Fenix Outdoor International saw an upswing in its retail business in the third quarter, as Globetrotter's profit margin moved ahead of the plans for its turnaround.
The group's outdoor retail operations - Globetrotter in Germany, Naturkompaniet in Sweden and Partioaitta in Finland - jointly raised their sales by 4.6 percent to €79.0 million and their operating profit jumped by 52.7 percent to €11.3 million. The three retailers together form the Frilufts retail arm of the Fenix group. As reported last month, it has moved into another country with the acquisition of Friluftsland in Denmark, but the deal was finalized in the current fourth quarter.
Martin Nordin, chief executive of the Fenix group, said in a statement that it was too early to declare the turnaround of the Globetrotter business complete. The German outdoor retailer's sales remain behind target, but the opposite applies for the profit margin, after Fenix made the operation more efficient and implemented stringent cost control. Nordin added that Naturkompaniet continued its profitable expansion and that Partioaitta is performing well, particularly given the issues in the Finnish retail market.
Frilufts' turnover increased by 2.8 percent to €195.5 million for the first nine months of this year, with improvements in all markets. Sales were up by 6.5 percent to €40.9 million in Sweden, by 0.6 percent to €17.4 million in Finland and by 2.0 percent to €137.2 million in Germany. The retail group's operating profit more than doubled to €11.1 million for the nine months, up from €4.8 million. It ended the period with 60 stores, three more than in September 2016, including four franchises.
The brands owned by the Fenix group, from Fjällräven to Hanwag, Tierra, Primus and Brunton, performed even more strongly in terms of sales.

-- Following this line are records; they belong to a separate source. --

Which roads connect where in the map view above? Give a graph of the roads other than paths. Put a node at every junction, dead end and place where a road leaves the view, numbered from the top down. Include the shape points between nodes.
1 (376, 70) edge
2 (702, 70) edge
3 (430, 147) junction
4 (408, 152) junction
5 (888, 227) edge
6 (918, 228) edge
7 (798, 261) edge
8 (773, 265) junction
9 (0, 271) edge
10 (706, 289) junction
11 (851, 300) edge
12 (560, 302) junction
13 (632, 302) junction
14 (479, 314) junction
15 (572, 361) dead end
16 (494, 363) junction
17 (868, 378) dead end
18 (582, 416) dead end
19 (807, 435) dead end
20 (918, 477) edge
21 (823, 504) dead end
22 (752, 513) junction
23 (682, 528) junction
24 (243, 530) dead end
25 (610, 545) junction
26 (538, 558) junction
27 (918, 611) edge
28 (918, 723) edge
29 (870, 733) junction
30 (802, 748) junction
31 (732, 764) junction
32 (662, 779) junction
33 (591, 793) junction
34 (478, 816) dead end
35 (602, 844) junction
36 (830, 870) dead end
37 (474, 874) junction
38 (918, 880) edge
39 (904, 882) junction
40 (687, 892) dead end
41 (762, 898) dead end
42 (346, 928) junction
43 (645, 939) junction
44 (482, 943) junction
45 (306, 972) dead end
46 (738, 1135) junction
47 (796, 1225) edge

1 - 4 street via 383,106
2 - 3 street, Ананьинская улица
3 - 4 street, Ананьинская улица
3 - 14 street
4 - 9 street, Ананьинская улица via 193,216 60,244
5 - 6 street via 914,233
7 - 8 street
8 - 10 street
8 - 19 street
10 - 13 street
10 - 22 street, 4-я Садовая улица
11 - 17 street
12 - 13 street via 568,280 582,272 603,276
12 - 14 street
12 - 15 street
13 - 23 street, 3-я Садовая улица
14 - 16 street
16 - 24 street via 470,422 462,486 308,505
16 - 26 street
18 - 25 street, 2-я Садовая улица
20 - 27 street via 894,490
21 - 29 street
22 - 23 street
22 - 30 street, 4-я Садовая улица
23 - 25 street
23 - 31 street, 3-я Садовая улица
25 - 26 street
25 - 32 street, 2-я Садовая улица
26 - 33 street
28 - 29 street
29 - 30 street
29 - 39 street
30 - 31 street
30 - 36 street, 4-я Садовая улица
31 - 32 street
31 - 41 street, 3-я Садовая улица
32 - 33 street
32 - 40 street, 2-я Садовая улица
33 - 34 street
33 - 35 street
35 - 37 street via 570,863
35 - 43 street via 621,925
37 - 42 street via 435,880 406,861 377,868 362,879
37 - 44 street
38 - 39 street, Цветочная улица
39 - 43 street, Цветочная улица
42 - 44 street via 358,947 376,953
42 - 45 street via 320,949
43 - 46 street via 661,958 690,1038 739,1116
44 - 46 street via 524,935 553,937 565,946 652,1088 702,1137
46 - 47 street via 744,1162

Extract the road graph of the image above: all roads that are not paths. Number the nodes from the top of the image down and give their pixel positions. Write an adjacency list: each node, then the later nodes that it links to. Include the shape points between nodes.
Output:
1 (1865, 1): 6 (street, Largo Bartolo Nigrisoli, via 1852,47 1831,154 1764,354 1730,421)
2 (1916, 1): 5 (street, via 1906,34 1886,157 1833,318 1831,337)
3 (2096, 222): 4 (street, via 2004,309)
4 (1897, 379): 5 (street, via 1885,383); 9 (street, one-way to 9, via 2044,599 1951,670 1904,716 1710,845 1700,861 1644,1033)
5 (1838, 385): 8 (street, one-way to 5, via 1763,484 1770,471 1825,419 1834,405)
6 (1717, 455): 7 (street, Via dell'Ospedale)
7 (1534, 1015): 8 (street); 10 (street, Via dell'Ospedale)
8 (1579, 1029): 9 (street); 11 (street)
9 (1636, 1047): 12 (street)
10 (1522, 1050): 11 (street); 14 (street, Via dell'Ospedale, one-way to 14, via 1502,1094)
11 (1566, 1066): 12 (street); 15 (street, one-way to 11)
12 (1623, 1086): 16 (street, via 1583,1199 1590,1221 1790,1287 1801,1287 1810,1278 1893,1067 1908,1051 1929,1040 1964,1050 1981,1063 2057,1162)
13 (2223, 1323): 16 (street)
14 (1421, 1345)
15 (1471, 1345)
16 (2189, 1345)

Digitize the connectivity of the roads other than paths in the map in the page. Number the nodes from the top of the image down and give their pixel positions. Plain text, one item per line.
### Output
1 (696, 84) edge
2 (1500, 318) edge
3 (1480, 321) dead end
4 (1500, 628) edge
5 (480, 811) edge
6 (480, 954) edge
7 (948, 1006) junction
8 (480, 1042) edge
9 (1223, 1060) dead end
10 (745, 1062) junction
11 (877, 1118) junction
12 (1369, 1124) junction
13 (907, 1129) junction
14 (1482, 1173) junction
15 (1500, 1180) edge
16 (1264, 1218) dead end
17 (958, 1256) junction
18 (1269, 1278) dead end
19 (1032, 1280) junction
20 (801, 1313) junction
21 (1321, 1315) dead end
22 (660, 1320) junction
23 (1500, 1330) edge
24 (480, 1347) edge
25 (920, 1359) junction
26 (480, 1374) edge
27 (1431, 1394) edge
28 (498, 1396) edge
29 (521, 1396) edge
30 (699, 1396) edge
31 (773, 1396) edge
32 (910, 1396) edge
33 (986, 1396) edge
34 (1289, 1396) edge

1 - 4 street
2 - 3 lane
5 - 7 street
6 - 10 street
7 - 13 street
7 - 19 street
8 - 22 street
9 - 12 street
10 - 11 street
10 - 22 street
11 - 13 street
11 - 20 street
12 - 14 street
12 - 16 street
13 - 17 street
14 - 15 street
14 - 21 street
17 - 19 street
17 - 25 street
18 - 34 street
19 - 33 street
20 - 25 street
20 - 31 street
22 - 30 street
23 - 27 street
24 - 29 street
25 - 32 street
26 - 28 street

The group continued to enjoy strong demand for the Fjällräven brand, but Nordin said that Hanwag has been striding ahead as well, with double-digit growth in the quarter, and Brunton's result was above expectations.
The turnover of the brands division jumped by 27.1 percent to €38.0 million for the three months, while its operating profit leapt by 13.5 percent to €20.2 million. This division encompasses Fjällräven, Tierra, Hanwag, Primus and Brunton, their online sales and stationary stores, and sales of distribution companies focusing on one brand. The global sales division, covering distribution companies selling more than one Fenix brand, saw its turnover surge by 27.3 percent to €50.8 million, and its operating profit jumped from €7.4 million to €11.3 million.
For the first nine months of this year, sales of the group's brands division advanced by 21.1 percent to €93.7 million, and their operating profit jumped by 10.3 percent to €41.9 million. They amplified by 60.8 percent to €16.4 million in Sweden, but they declined slightly in other Nordic countries. The division suffered a sales dip of 27.1 percent to €6.2 million in the Benelux countries. However, Germany performed outstandingly, with a sales increase of 22.2 percent to €48.5 million, and North American sales firmed up by 29.5 percent to €15.8 million.
The global sales division expanded in all of its regional markets to reach €117.5 million for the nine months, up by 23.2 percent. The increase chiefly came from western and eastern Europe, the U.K. and Asia, including the development of the group's joint venture business in China.
The global sales division's turnover firmed up by 29.0 percent to €8.0 million in Switzerland and by 16.4 percent to €33.3 million in Nordic countries other than Sweden. The sales decline of the brands division in the Benelux countries was nearly compensated by a sales rise of €1.5 million to €10.0 million for the global sales division. A sales dip for the brands division in other European countries was amply compensated by a surge of 40.3 percent to €29.6 million in the global sales division in the same regional unit. Its North American turnover was up slightly, and sales in other international markets soared by 62.5 percent to €14.3 million.
The entire Fenix group's turnover amounted to €168.2 million for the quarter, up by 15.4 percent. Its operating profit soared by 31.7 percent to €41.5 million, amounting to an operating profit margin of 24.7 percent, up by 3.1 percentage points. The group's net profit landed at €30.6 million, which was an increase of about 29.7 percent.
Nordin said there had been some pressure on cash flow due to the investment program launched last year. The company is building a semi-automated warehouse in Germany, which will support the development of its European online business with much improved operational efficiency. This online business accounts for about 10 percent of the group's turnover and about 20 percent of its business to consumer sales. The second part of the investments consists in an upgrade of the Fenix group's IT systems. Globetrotter will switch to the same platform as the rest of the company's retail business, and Fenix will implement a group-wide online trading platform and warehouse management system.
For the first nine months of this year, the Fenix group's sales jumped by 11.8 percent to €407.7 million. Its operating profit margin moved up by 3.2 percentage points to 17.2 percent and the net profit amounted to €50.2 million, up from €35.6 million for the same period last year. The group said that it should perform “all right” if the weather conditions are reasonable in the fourth quarter.